This is the data extraction protocol. This determines what data is extracted from the files. The same protocol is applied to all files. No fitting or peak optimization is done. MINT therefore requires a very stable chromatographic column and stable retention times for all files in a workspace.
6. Optimize retention times
Switch to Peak Optimization
tab and select Use all files
in the File selection
menu. Normally, especially for large datasets, you should select a small representative set of samples including standards (with known concentrations of the target metabolites). The peak optimization takes longer the more files are used for it and the more targets are defined. 'Click on UPDATE PEAK PREVIEWS
.
This will show you the shapes of the data in the selected regions as an overview. This is a great way to validate that your target parameters are correct. However, you have to make sure that the metabolite you are looking for is present in the files. That is why you should always add some standard samples. The colors in the plots correspond to the colors in the metadata table.
You can use the interactive tool below to optimize the retention time for each target manually. You can do that by zooming in towards the area that you want to select as peak and then click on SET RT TO CURRENT VIEW
. The green area is what is currently selected as retention time (RT) range. The black bar is the expected retention time of the peak maximum that you usually know from former experiments. This way you can compare the peak with older experiments. To set the expected RT to the middle of the current window press CONFIRM RETENTION TIME
. If the target is not present in any of the files, you can and should remove it from the target list by clicking on REMOVE TARGET
.
- if you are happy with the peak shapes you can proceed to
Processing
.
7. Process the data
Switch to Processing
and start the data extraction with Run MINT
The extraction process is done when you get a green notification Finished running MINT
.
Now, you can download the results in long-format or the dense peak_max values.
The tidy format contains all results, while the DENSE PEAK_MAX
only contians the peak_max
values as a matrix.
8. Analyze the results.
Once the results are generated the 'Heatmaptab will show an interactive heatmap.
You can change the size of the heatmap by changing your browser window and
UPDATEthe plot.
The heatmap shows the
peak_max` values.
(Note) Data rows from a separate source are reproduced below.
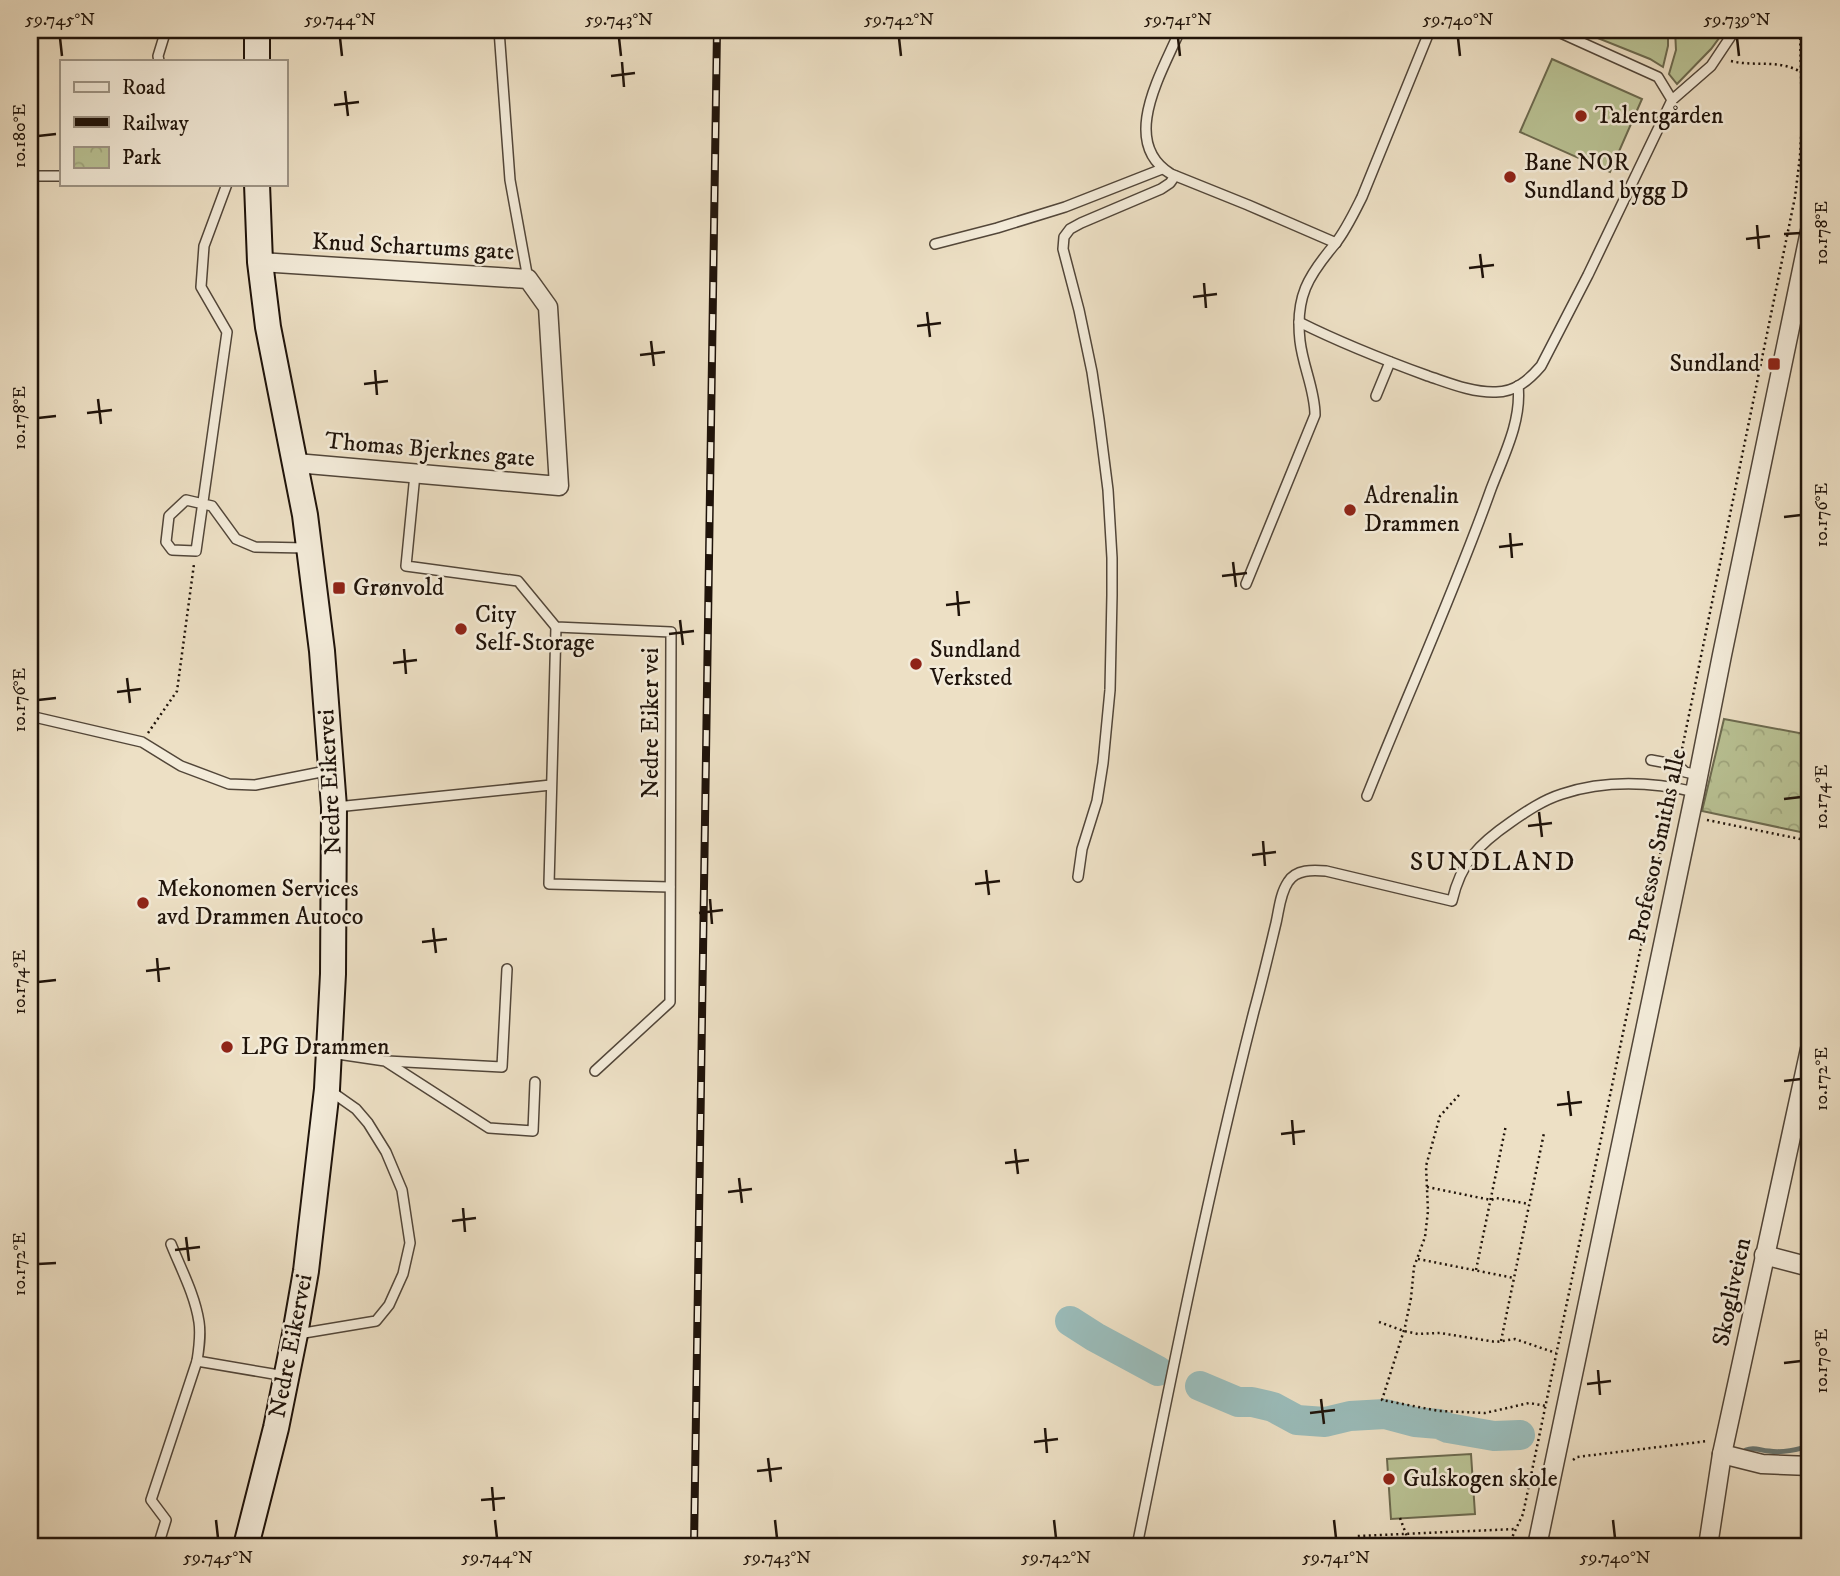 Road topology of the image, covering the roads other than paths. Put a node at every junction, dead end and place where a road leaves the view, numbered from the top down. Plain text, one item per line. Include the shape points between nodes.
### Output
1 (166, 30) edge
2 (257, 30) edge
3 (499, 30) edge
4 (1180, 30) edge
5 (1430, 30) edge
6 (1554, 30) edge
7 (1735, 30) edge
8 (159, 60) edge
9 (257, 60) edge
10 (1672, 100) junction
11 (1162, 169) junction
12 (1175, 176) junction
13 (60, 177) edge
14 (30, 178) edge
15 (226, 186) edge
16 (257, 186) edge
17 (1810, 231) edge
18 (1336, 243) junction
19 (934, 244) dead end
20 (260, 262) junction
21 (528, 279) junction
22 (1299, 322) junction
23 (1390, 362) junction
24 (1518, 386) junction
25 (1377, 396) dead end
26 (296, 463) junction
27 (415, 474) junction
28 (559, 486) joint
29 (202, 502) junction
30 (309, 548) junction
31 (1246, 584) dead end
32 (555, 627) junction
33 (30, 716) edge
34 (1651, 760) dead end
35 (332, 770) junction
36 (1697, 783) junction
37 (551, 785) junction
38 (1367, 796) dead end
39 (334, 807) junction
40 (1078, 877) dead end
41 (670, 887) junction
42 (507, 969) dead end
43 (1810, 1049) edge
44 (329, 1053) junction
45 (385, 1061) junction
46 (595, 1071) dead end
47 (1807, 1079) edge
48 (535, 1082) dead end
49 (327, 1089) junction
50 (171, 1244) dead end
51 (1764, 1255) junction
52 (1810, 1267) edge
53 (295, 1334) junction
54 (197, 1361) junction
55 (287, 1376) junction
56 (1724, 1446) junction
57 (1810, 1466) edge
58 (158, 1546) edge
59 (246, 1546) edge
60 (1137, 1546) edge
61 (1536, 1546) edge
62 (1708, 1546) edge

1 - 8 lane
2 - 9 main road
3 - 21 lane via 510,180
4 - 11 lane via 1147,117 1147,148
5 - 18 lane via 1362,197
6 - 10 lane via 1658,77
7 - 10 lane via 1711,66
10 - 24 lane via 1541,366
11 - 12 lane
11 - 19 lane via 1065,207
12 - 18 lane
12 - 40 lane via 1161,189 1081,223 1064,237 1092,372 1112,558 1104,763
13 - 14 lane
15 - 29 lane via 204,246 201,287 227,332
16 - 20 main road, Nedre Eikervei
17 - 36 street, Professor Smiths alle
18 - 22 lane via 1306,286
20 - 21 street, Knud Schartums gate
20 - 26 main road, Nedre Eikervei via 268,327
21 - 28 street, Knud Schartums gate via 548,307
22 - 23 lane
22 - 31 lane via 1315,415
23 - 24 lane via 1479,390 1497,393
23 - 25 lane
24 - 38 lane via 1514,422 1469,550
26 - 27 street, Thomas Bjerknes gate
26 - 30 main road, Nedre Eikervei
27 - 28 street, Thomas Bjerknes gate
27 - 32 lane via 406,566 518,581
29 - 29 lane via 186,500 169,516 166,542 172,550 196,551
29 - 30 lane via 212,506 236,539 255,547
30 - 35 main road, Nedre Eikervei
32 - 37 lane
32 - 41 lane, Nedre Eiker vei via 671,632
33 - 35 lane via 142,742 181,766 229,784 255,785
34 - 36 lane via 1678,765
35 - 39 main road, Nedre Eikervei
36 - 60 lane via 1674,787 1626,783 1581,789 1544,801 1499,829 1470,856 1452,901 1326,871 1298,873 1289,879 1226,1122
36 - 61 street, Professor Smiths alle
37 - 39 lane
37 - 41 lane via 549,884
39 - 44 main road, Nedre Eikervei
41 - 46 lane, Nedre Eiker vei via 670,1002
42 - 45 lane via 502,1067
43 - 47 street, Skogliveien
44 - 45 lane
44 - 49 main road, Nedre Eikervei
45 - 48 lane via 489,1128 533,1130
47 - 51 street, Skogliveien
49 - 53 main road, Nedre Eikervei
49 - 53 lane via 356,1110 386,1152 402,1190 410,1243 403,1275 389,1306 376,1321
50 - 54 lane via 196,1305
51 - 52 street
51 - 56 street, Skogliveien
53 - 55 main road, Nedre Eikervei
54 - 55 lane
54 - 58 lane via 151,1500 166,1520
55 - 59 main road, Nedre Eikervei
56 - 57 street via 1762,1464
56 - 62 street, Skogliveien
The dropdown menu provides some options.
9. Switch to Analysis/Plotting
The plotting tool is very powerful, but requires some practise. It is a wrapper of the powerful seaborn API. Let's create a few simple visualizations.
And click on Update
. A very simple bar-graph is shown, and we will gradually make it more complex.
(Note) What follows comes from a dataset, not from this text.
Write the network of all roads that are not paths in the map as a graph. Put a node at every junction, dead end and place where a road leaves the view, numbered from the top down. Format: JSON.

This simple bar graph shows the average peak_max
value across the whole dataset for all targets.
a) select peak_label
for the X
axis.
b) set aspect-ratio to 5.
c) select Logarithmic y-scale
in the dropdown options.
d) click on UPDATE
.
e) set figure height to 1.5
and aspect ratio to 2
.
e) set Column
to Label
.
f) set Row
to Batch
.
This way you can look at the whole dataset at once, sliced by Batch
and Label